Data entries:
>>>>

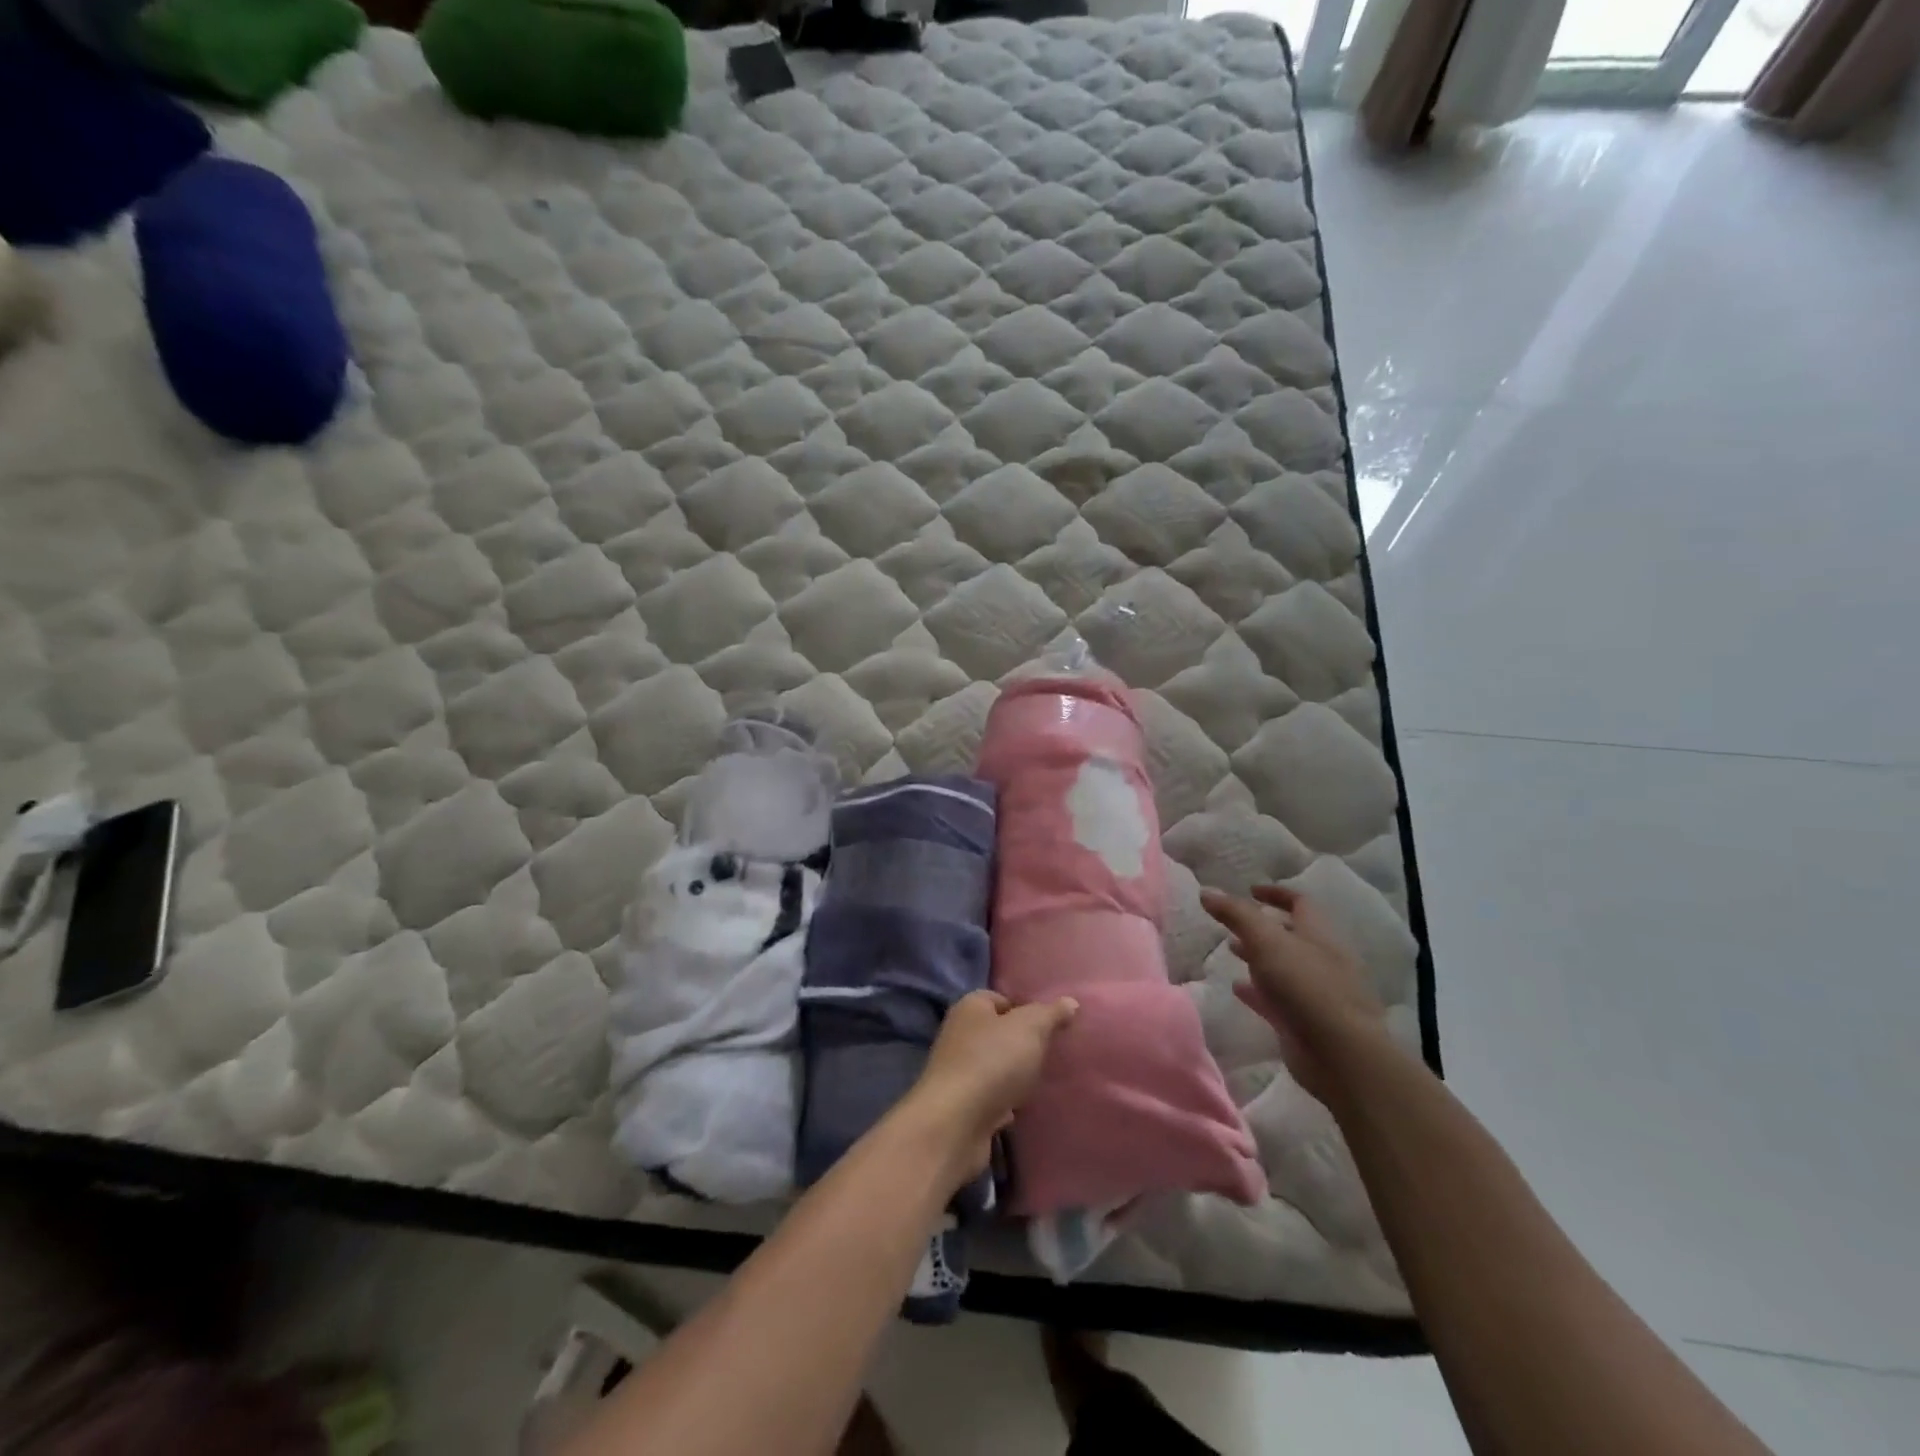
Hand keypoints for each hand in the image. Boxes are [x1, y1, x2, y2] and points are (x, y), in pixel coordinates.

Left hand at [903, 990, 1078, 1183]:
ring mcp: (959, 1071)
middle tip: (1052, 1054)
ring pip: (995, 1066)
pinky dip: (1006, 1102)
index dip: (1026, 1009)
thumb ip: (1050, 1014)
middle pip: (998, 1033)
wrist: (956, 1123)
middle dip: (1023, 1044)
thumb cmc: (992, 1061)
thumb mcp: (1030, 1028)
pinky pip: (991, 1097)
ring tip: (1044, 1081)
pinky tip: (1025, 1108)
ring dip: (1015, 1075)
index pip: (1001, 999)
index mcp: (970, 1007)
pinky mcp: (962, 1105)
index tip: (1051, 1026)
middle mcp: (959, 1034)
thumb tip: (1070, 1002)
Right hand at [1200, 884, 1384, 1098]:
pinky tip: (1237, 988)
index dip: (1275, 894)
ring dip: (1258, 957)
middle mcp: (1321, 959)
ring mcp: (1315, 992)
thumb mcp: (1266, 941)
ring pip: (1283, 967)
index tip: (1249, 890)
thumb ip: (1236, 915)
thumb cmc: (1306, 986)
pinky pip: (1277, 998)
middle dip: (1262, 927)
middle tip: (1232, 924)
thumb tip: (1207, 891)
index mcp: (1319, 935)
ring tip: (1230, 951)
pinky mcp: (1305, 1021)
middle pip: (1291, 935)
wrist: (1340, 1054)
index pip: (1300, 903)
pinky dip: (1257, 990)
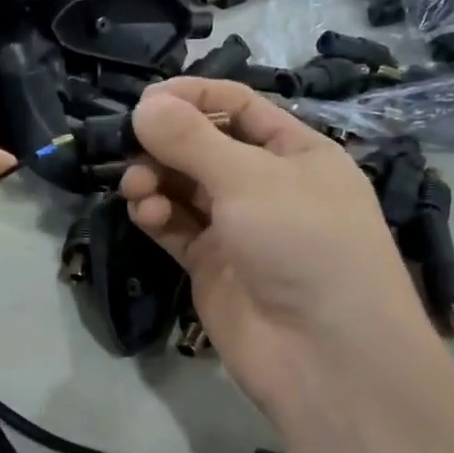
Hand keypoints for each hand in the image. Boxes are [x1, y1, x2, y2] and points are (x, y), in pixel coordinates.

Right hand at [120, 79, 437, 426]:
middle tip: (129, 146)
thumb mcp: (251, 179)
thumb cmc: (303, 243)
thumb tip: (144, 106)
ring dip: (155, 179)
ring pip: (183, 188)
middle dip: (165, 143)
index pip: (239, 107)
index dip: (193, 96)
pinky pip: (176, 227)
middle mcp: (267, 185)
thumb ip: (192, 140)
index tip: (146, 100)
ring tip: (136, 187)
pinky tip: (145, 214)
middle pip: (204, 147)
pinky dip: (157, 215)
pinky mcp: (211, 264)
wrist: (325, 356)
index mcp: (296, 152)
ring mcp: (238, 228)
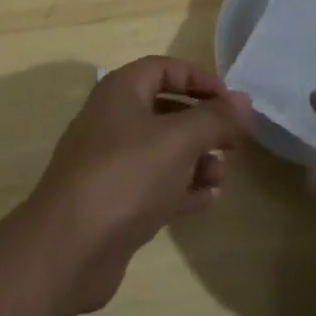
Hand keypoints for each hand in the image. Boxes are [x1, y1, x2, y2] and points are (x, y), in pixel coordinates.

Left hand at [28, 57, 251, 313]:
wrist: (71, 247)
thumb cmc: (127, 175)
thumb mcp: (179, 139)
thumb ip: (215, 118)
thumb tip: (244, 100)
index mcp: (121, 91)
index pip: (165, 69)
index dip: (201, 79)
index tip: (233, 101)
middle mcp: (113, 119)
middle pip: (166, 109)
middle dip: (203, 123)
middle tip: (234, 141)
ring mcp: (112, 162)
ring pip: (163, 150)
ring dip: (196, 158)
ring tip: (222, 174)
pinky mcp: (115, 202)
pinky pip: (156, 184)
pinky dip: (183, 187)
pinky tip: (210, 198)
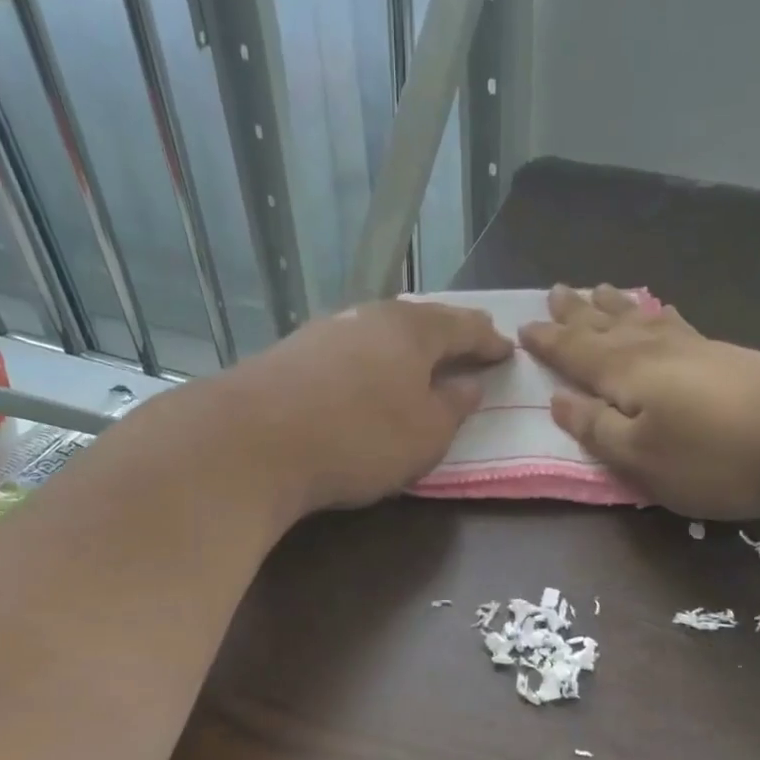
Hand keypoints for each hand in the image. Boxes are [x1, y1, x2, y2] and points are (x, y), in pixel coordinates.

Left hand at [226, 299, 512, 513]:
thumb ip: (453, 407)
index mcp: (412, 330)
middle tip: (467, 346)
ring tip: (420, 363)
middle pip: (419, 321)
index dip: (487, 341)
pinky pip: (349, 351)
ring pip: (380, 333)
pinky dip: (370, 362)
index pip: (463, 327)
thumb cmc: (359, 438)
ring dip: (405, 347)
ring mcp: (325, 331)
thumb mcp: (426, 434)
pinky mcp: (292, 354)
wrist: (253, 443)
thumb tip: (467, 385)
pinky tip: (366, 378)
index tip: (506, 350)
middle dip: (446, 334)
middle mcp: (369, 317)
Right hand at [520, 285, 759, 519]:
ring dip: (615, 306)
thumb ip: (598, 429)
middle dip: (577, 313)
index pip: (575, 352)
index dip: (548, 342)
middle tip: (555, 291)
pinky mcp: (729, 356)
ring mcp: (695, 348)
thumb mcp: (641, 457)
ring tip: (598, 290)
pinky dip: (660, 314)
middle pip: (606, 326)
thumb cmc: (715, 455)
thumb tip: (560, 402)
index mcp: (625, 373)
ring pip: (642, 318)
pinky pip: (677, 323)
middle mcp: (654, 350)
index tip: (522, 327)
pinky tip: (664, 312)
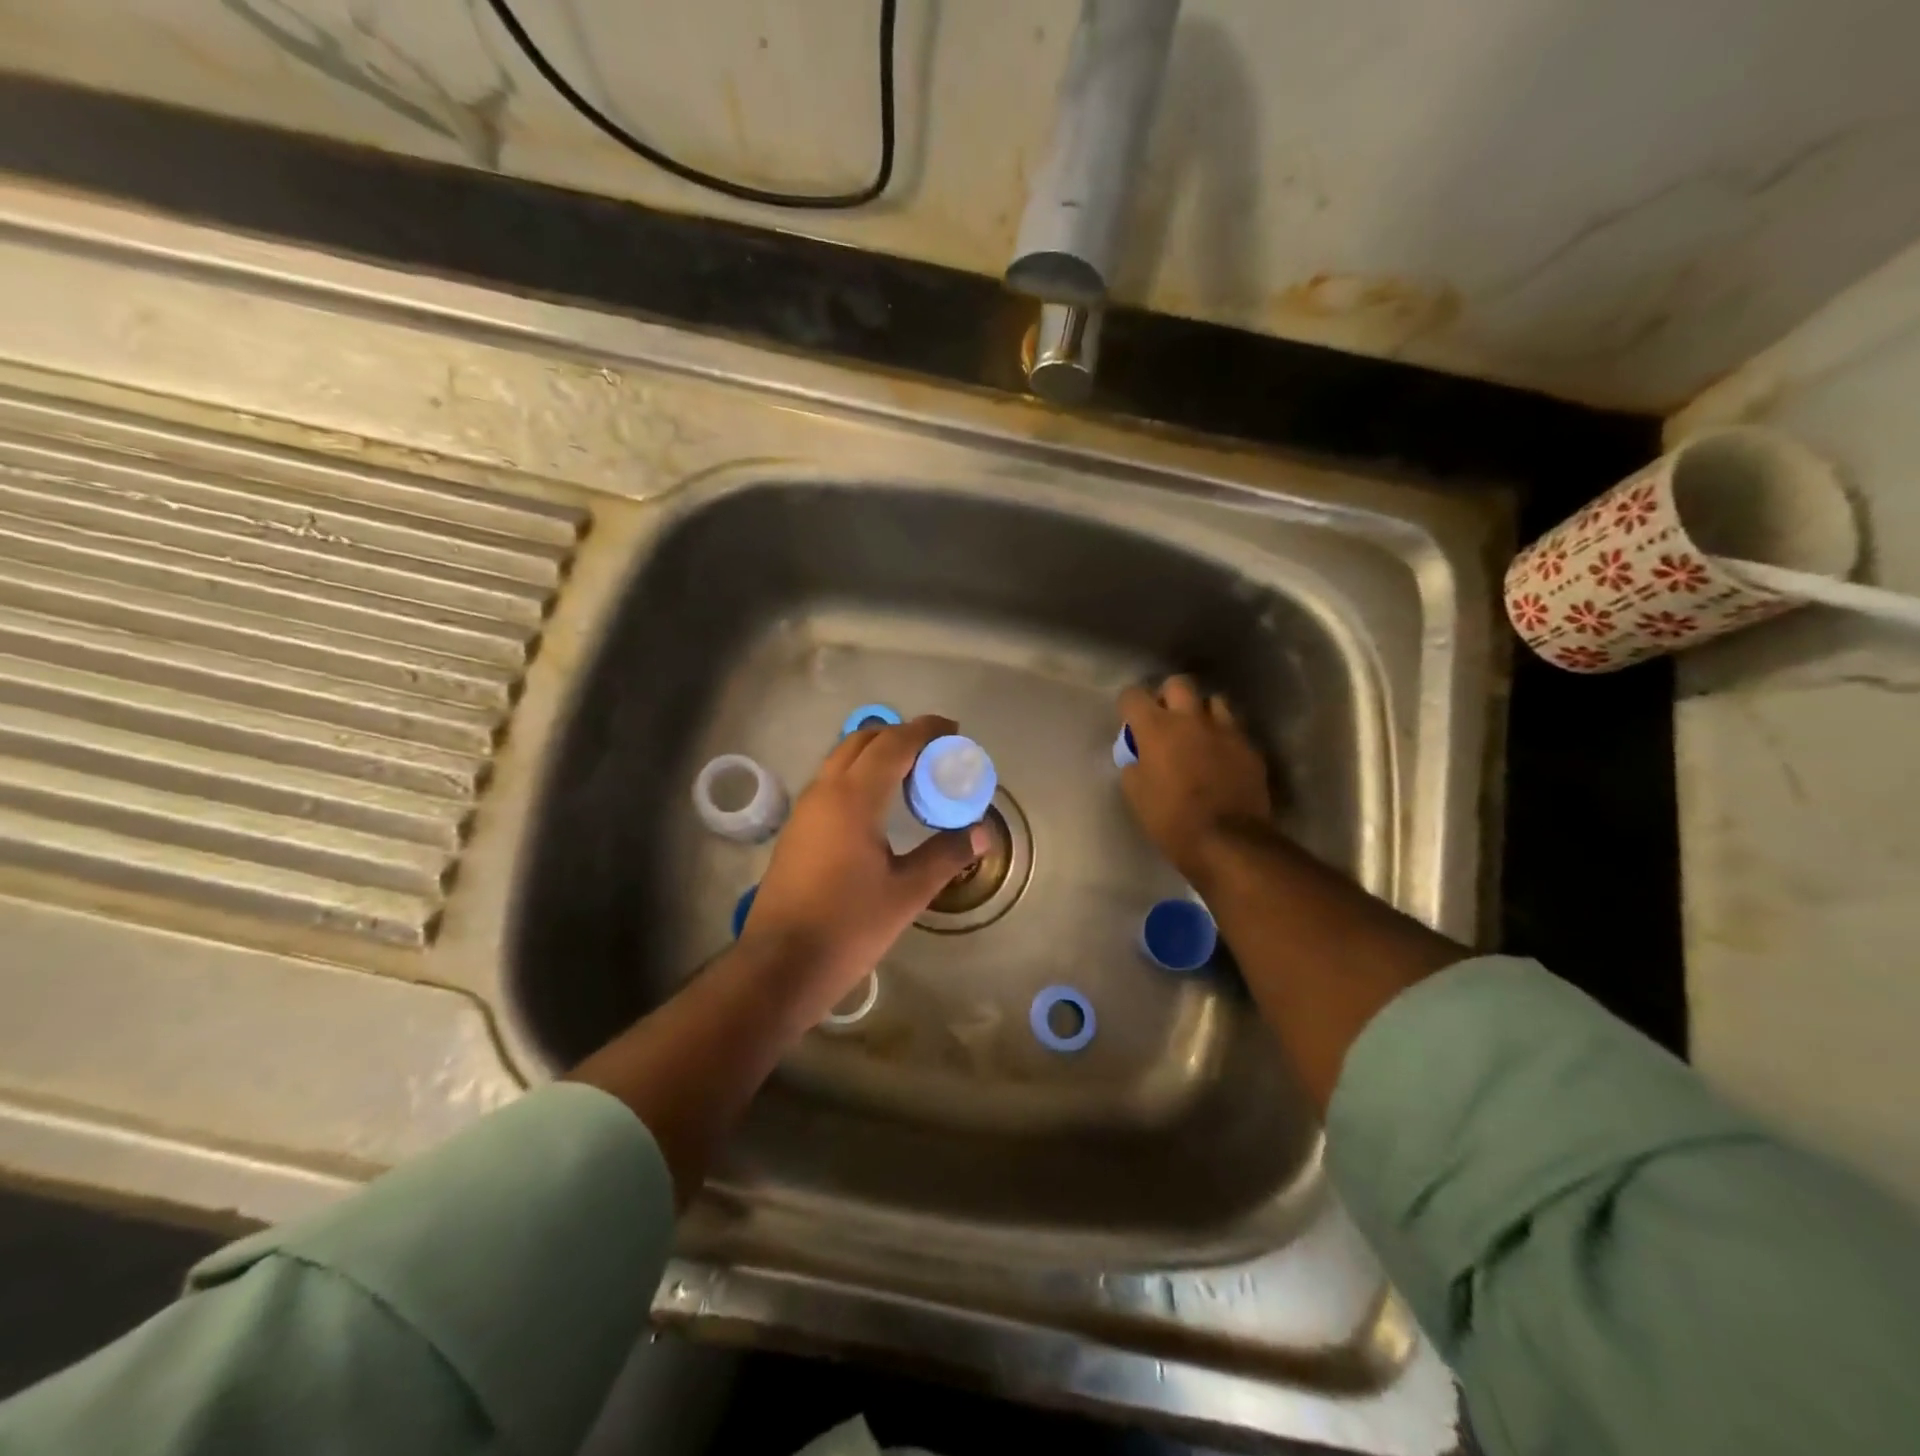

<<<<

YOUR ASSIGNMENT: With every picture removed, give the entries above again exactly.

RESPONSE BELOW:
Hand keypoints for each hand in the image. Boxes are [x1, y1, x2, y2] and points are (x, y), in pixel coordinates.

Left hand at [903, 990, 1078, 1183]:
ring mcp: (959, 1071)
middle tip: (1052, 1054)
ring pip: (995, 1066)
pinky dip: (1006, 1102)
index dip: (1026, 1009)
thumb ip: (1050, 1014)
middle pip: (998, 1033)
wrist: (956, 1123)
middle dip: (1023, 1044)
thumb cmc: (992, 1061)
thumb mcp: (1030, 1028)
pinky pip: (991, 1097)
ring tip: (1044, 1081)
pinky tip: (1025, 1108)
ring dip: (1015, 1075)
index pip: (1001, 999)
index mcp: (970, 1007)
pinky mcp: (962, 1105)
index tip: (1051, 1026)
middle mcp: (959, 1034)
thumb tip: (1070, 1002)
Right hand at [1200, 884, 1384, 1098]:
pinky tip: (1237, 988)
index dip: (1275, 894)
ring dip: (1258, 957)
middle mcp: (1321, 959)
ring mcp: (1315, 992)
thumb mcp: (1266, 941)
ring pip: (1283, 967)
index tip: (1249, 890)
thumb ip: (1236, 915)
thumb cmc: (1306, 986)
pinky pip: (1277, 998)
middle dip: (1262, 927)
middle tip: (1232, 924)
thumb tip: (1207, 891)
index mcp: (1319, 935)
ring tip: (1230, 951)
pinky mcp: (1305, 1021)
middle pip: (1291, 935)
wrist: (1340, 1054)
index pip: (1300, 903)
pinky dip: (1257, 990)
Hand keypoints for each hand in the image. Boxes are [x1, y1, x2, y2] and points are (x, y), in pixel coordinates.

Right hand at [120, 79, 437, 426]:
middle tip: (129, 146)
thumb mcp: (251, 179)
thumb cmc: (303, 243)
thumb tip: (144, 106)
ring dip: (155, 179)
ring pip: (183, 188)
middle dip: (165, 143)
index pip: (239, 107)
index dip: (193, 96)
pinky pip: (176, 227)
middle mcp: (267, 185)
thumb ip: (192, 140)
index tip: (146, 100)
ring tip: (136, 187)
pinky tip: (145, 214)
middle pip: (204, 147)
pinky dip: (157, 215)
pinky mcp: (211, 264)
wrist: (325, 356)
index mcp: (296, 152)
ring mcp: (238, 228)
Hand keypoints for each hand in the image. Boxes are [x1, y1, x2, y2] and points are (x, y), in pixel coordinates.

Left hand at [28, 57, 251, 313]:
wrist: (71, 247)
thumb cmc: (127, 175)
thumb mcp: (179, 139)
thumb ip: (215, 118)
thumb tip: (244, 100)
index mcp: (121, 91)
index pip: (165, 69)
index dip: (201, 79)
index tip: (233, 101)
middle mcp: (113, 119)
middle pip: (166, 109)
middle dip: (203, 123)
middle tip: (234, 141)
ring mcp: (112, 162)
ring pip: (163, 150)
ring dip: (196, 158)
ring tip: (222, 174)
pinky mcp: (115, 202)
pinky pip: (156, 184)
pinky dip: (183, 187)
pinky tip: (210, 198)
Hand keypoints for each hand in the image. Boxes are [x1, y1, x2, y2] and points are (x, y), in pixel coordinates.

Left hand at [226, 299, 512, 513]:
thumb ip: (453, 407)
index mcp: (412, 330)
middle tip: (467, 346)
ring tip: (420, 363)
middle pip: (419, 321)
index dip: (487, 341)
pinky pip: (349, 351)
ring pip: (380, 333)
pinky dip: (370, 362)
index pip: (463, 327)
thumb cmc: (359, 438)
ring dip: (405, 347)
ring mcp: (325, 331)
thumb mcp: (426, 434)
pinky mcp: (292, 354)
wrist: (253, 443)
thumb tip: (467, 385)
pinky tip: (366, 378)
index tip: (506, 350)
middle dip: (446, 334)
middle mcp: (369, 317)
Right hand at [520, 285, 759, 519]:
ring dip: (615, 306)
thumb ip: (598, 429)
middle dip: (577, 313)
index pip: (575, 352)
index dip: (548, 342)
middle tip: (555, 291)
pinky mcp: (729, 356)
ring mcp: (695, 348)
thumb mcp: (641, 457)
ring tip: (598, 290)
pinky dip: (660, 314)
middle pip: (606, 326)
thumb cmc: (715, 455)
thumb tip: (560, 402)
index mcp: (625, 373)
ring pip: (642, 318)
pinky pip: (677, 323)
middle mcp: (654, 350)
index tip: (522, 327)
pinky tip: (664, 312)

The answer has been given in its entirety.